Achieving cost-competitive catalysts with low Pt utilization and improving the durability caused by the corrosion of supports in the catalysts must be solved for the high activity in the oxygen reduction reaction (ORR) in proton exchange membrane fuel cells (PEMFCs). Here, we show an innovative technique to synthesize unique nanotube supports for the ORR catalysts based on the combination of experimental and theoretical studies. The method precisely controls the atomic morphology of TiO2 nanotubes by a small amount of atomic substitution, maximizing their efficiency as catalyst supports. The spontaneous change in the size and dispersibility of the Pt nanoparticles appears by only small lattice contraction on the metal-doped TiO2 (M-TiO2) nanotubes. To study this phenomenon, various dopants such as V, Nb, and Cr were added to the M-TiO2 nanotubes.

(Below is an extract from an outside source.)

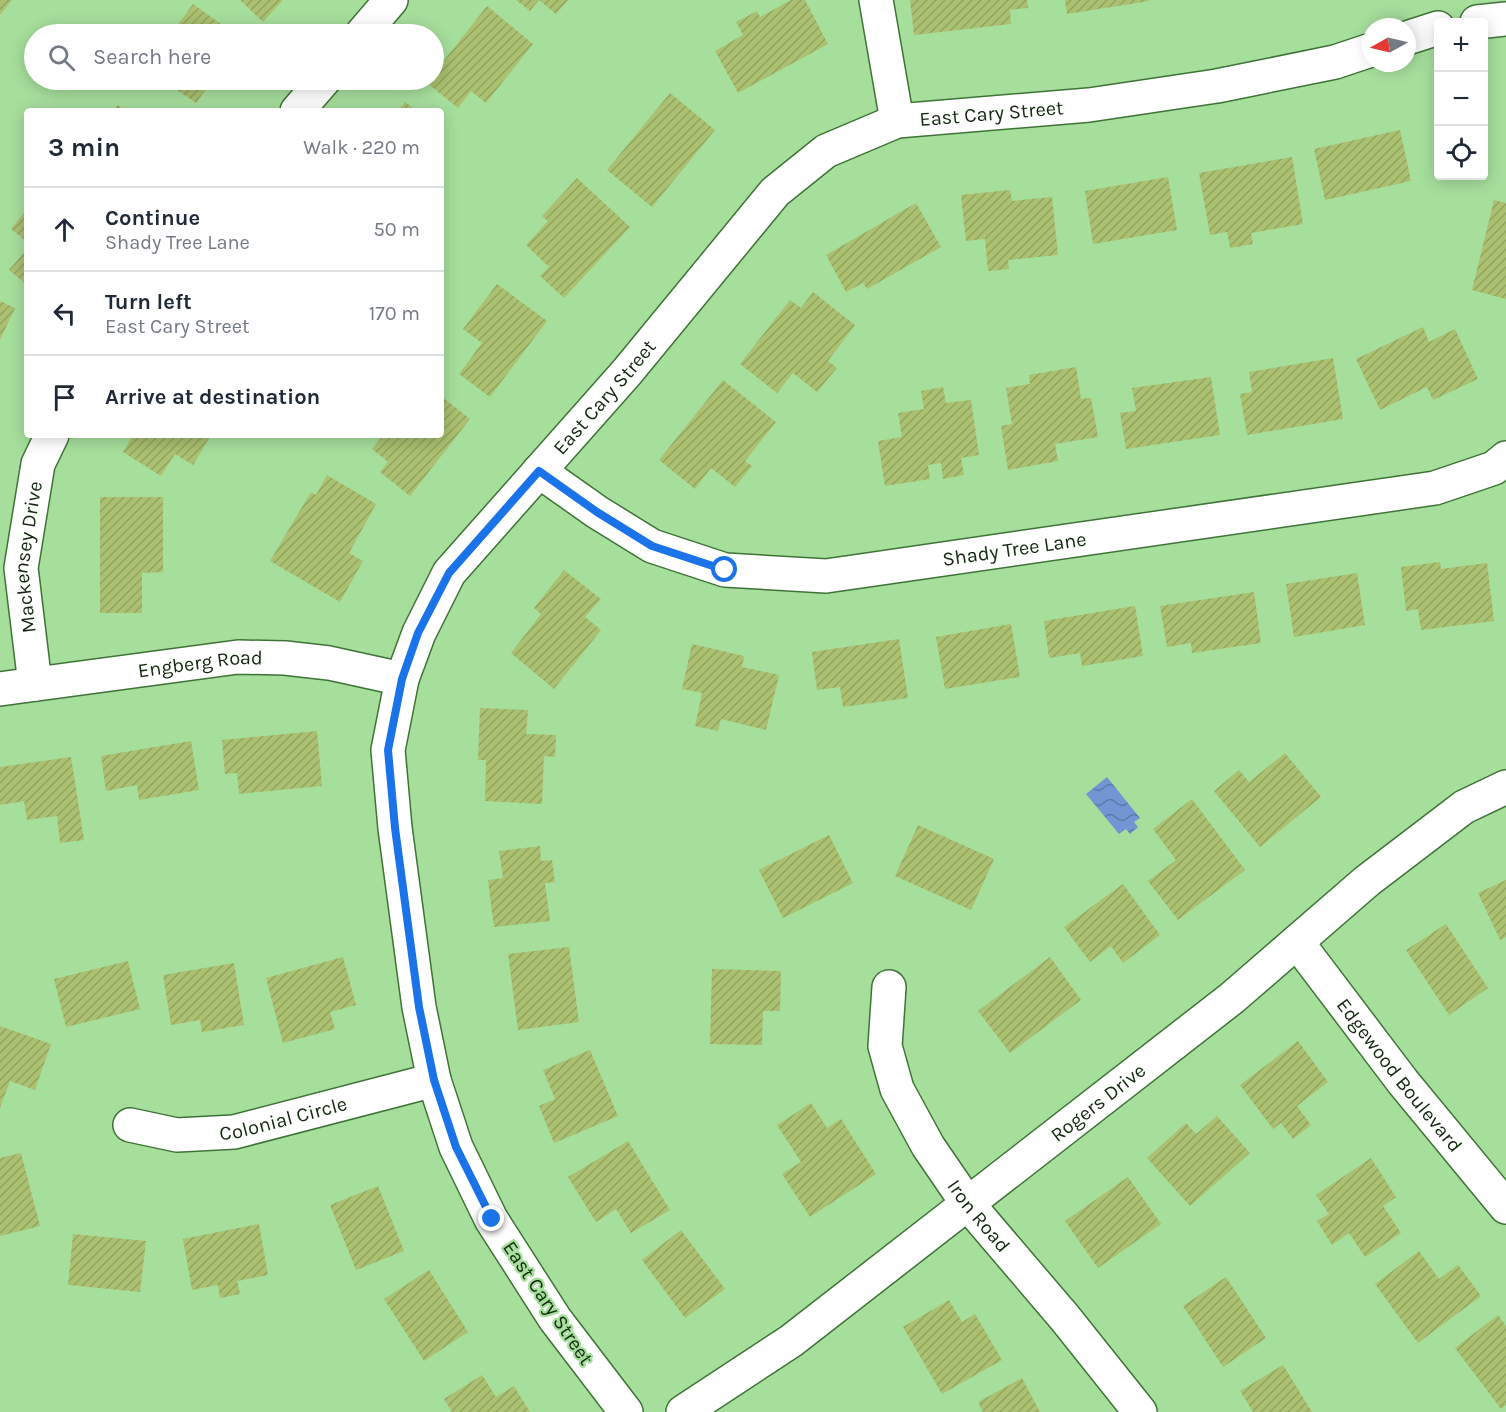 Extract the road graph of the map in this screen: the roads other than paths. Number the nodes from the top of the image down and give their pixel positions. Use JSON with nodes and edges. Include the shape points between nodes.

The compression arising out of each metal-support interaction resulted in the diverse shape of the nanoparticles on similar supports, which is revealed based on the X-ray absorption fine structure (XAFS) and the density-functional-theory (DFT) calculations. Based on a comprehensive understanding of inter-and intracrystal interactions in the small substitution doping process, we can control the size and dispersibility of the Pt nanoparticles, catalytic activity, and durability of catalysts for ORR.